> **Task**
Set down all of the entries below word for word, with the pictures left out.

****************************************

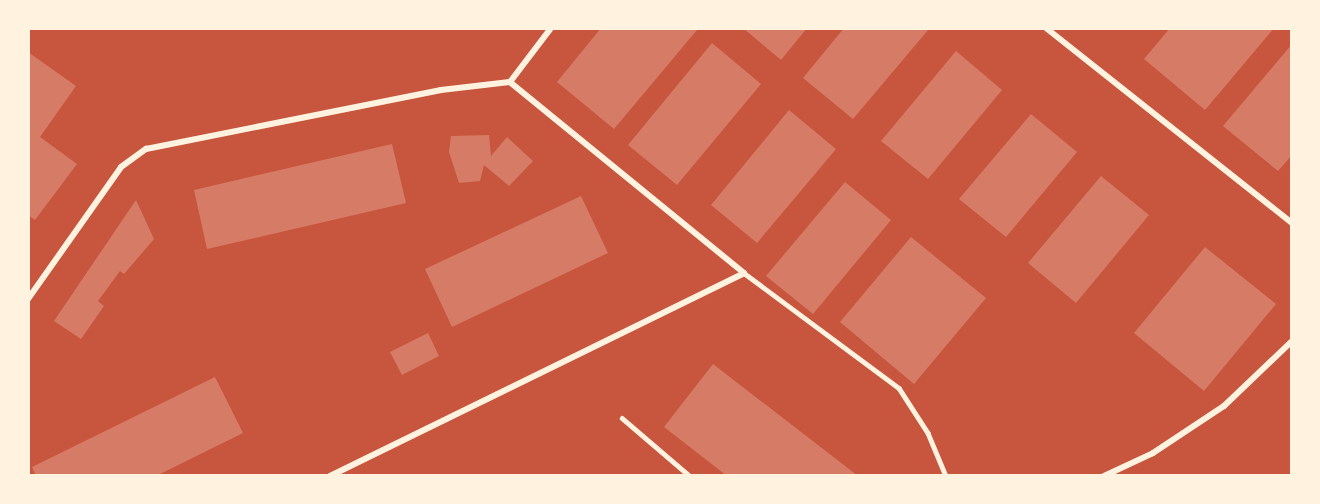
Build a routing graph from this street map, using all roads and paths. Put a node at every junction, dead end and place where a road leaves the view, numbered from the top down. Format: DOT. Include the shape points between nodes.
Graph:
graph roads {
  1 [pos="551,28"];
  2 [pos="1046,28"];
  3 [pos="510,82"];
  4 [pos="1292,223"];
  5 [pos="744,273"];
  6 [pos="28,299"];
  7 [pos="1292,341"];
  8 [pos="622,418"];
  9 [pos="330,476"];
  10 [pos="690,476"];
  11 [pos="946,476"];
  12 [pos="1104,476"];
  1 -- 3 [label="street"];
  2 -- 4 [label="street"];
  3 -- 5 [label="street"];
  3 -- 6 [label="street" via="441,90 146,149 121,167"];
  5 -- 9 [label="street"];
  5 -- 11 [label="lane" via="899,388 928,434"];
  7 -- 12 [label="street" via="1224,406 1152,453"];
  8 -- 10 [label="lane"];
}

****************************************

> **Exercise answer**
Build a routing graph from this street map, using all roads and paths. Put a node at every junction, dead end and place where a road leaves the view, numbered from the top down. Format: DOT. Include the shape points between nodes.
Graph:
graph roads {
  1 [pos="551,28"];
  2 [pos="1046,28"];
  3 [pos="510,82"];
  4 [pos="1292,223"];
  5 [pos="744,273"];
  6 [pos="28,299"];
  7 [pos="1292,341"];
  8 [pos="622,418"];
  9 [pos="330,476"];
  10 [pos="690,476"];
  11 [pos="946,476"];
  12 [pos="1104,476"];
  1 -- 3 [label="street"];
  2 -- 4 [label="street"];
  3 -- 5 [label="street"];
  3 -- 6 [label="street" via="441,90 146,149 121,167"];
  5 -- 9 [label="street"];
  5 -- 11 [label="lane" via="899,388 928,434"];
  7 -- 12 [label="street" via="1224,406 1152,453"];
  8 -- 10 [label="lane"];
}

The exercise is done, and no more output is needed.